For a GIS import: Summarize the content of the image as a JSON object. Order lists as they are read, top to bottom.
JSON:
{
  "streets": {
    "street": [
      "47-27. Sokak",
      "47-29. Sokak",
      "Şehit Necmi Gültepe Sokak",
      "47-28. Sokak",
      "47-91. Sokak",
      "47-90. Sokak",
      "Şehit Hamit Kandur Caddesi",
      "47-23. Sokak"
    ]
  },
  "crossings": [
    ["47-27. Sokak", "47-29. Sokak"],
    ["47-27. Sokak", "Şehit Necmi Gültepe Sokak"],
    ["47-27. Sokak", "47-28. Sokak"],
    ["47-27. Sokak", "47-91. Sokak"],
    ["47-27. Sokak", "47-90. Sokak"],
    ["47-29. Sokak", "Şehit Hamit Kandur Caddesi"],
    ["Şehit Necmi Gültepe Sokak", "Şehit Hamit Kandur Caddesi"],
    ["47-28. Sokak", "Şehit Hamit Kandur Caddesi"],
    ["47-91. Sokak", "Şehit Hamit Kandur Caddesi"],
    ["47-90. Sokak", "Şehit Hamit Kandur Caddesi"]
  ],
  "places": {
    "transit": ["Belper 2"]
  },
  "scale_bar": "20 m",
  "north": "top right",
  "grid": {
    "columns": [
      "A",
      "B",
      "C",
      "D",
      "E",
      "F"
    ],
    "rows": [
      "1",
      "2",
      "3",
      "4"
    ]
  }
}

Action item — Set down the records above once more, exactly as they stand.

Answer box —
For a GIS import: Summarize the content of the image as a JSON object. Order lists as they are read, top to bottom.
JSON:
{
  "streets": {
    "street": [
      "47-27. Sokak",
      "47-29. Sokak",
      "Şehit Necmi Gültepe Sokak",
      "47-28. Sokak",
      "47-91. Sokak",
      "47-90. Sokak",
      "Şehit Hamit Kandur Caddesi",
      "47-23. Sokak"
    ]
  },
  "crossings": [
    ["47-27. Sokak", "47-29. Sokak"],
    ["47-27. Sokak", "Şehit Necmi Gültepe Sokak"],
    ["47-27. Sokak", "47-28. Sokak"],
    ["47-27. Sokak", "47-91. Sokak"],
    ["47-27. Sokak", "47-90. Sokak"],
    ["47-29. Sokak", "Şehit Hamit Kandur Caddesi"],
    ["Şehit Necmi Gültepe Sokak", "Şehit Hamit Kandur Caddesi"],
    ["47-28. Sokak", "Şehit Hamit Kandur Caddesi"],
    ["47-91. Sokak", "Şehit Hamit Kandur Caddesi"],
    ["47-90. Sokak", "Şehit Hamit Kandur Caddesi"]
  ],
  "places": {
    "transit": ["Belper 2"]
  },
  "scale_bar": "20 m",
  "north": "top right",
  "grid": {
    "columns": [
      "A",
      "B",
      "C",
      "D",
      "E",
      "F"
    ],
    "rows": [
      "1",
      "2",
      "3",
      "4"
    ]
  }
}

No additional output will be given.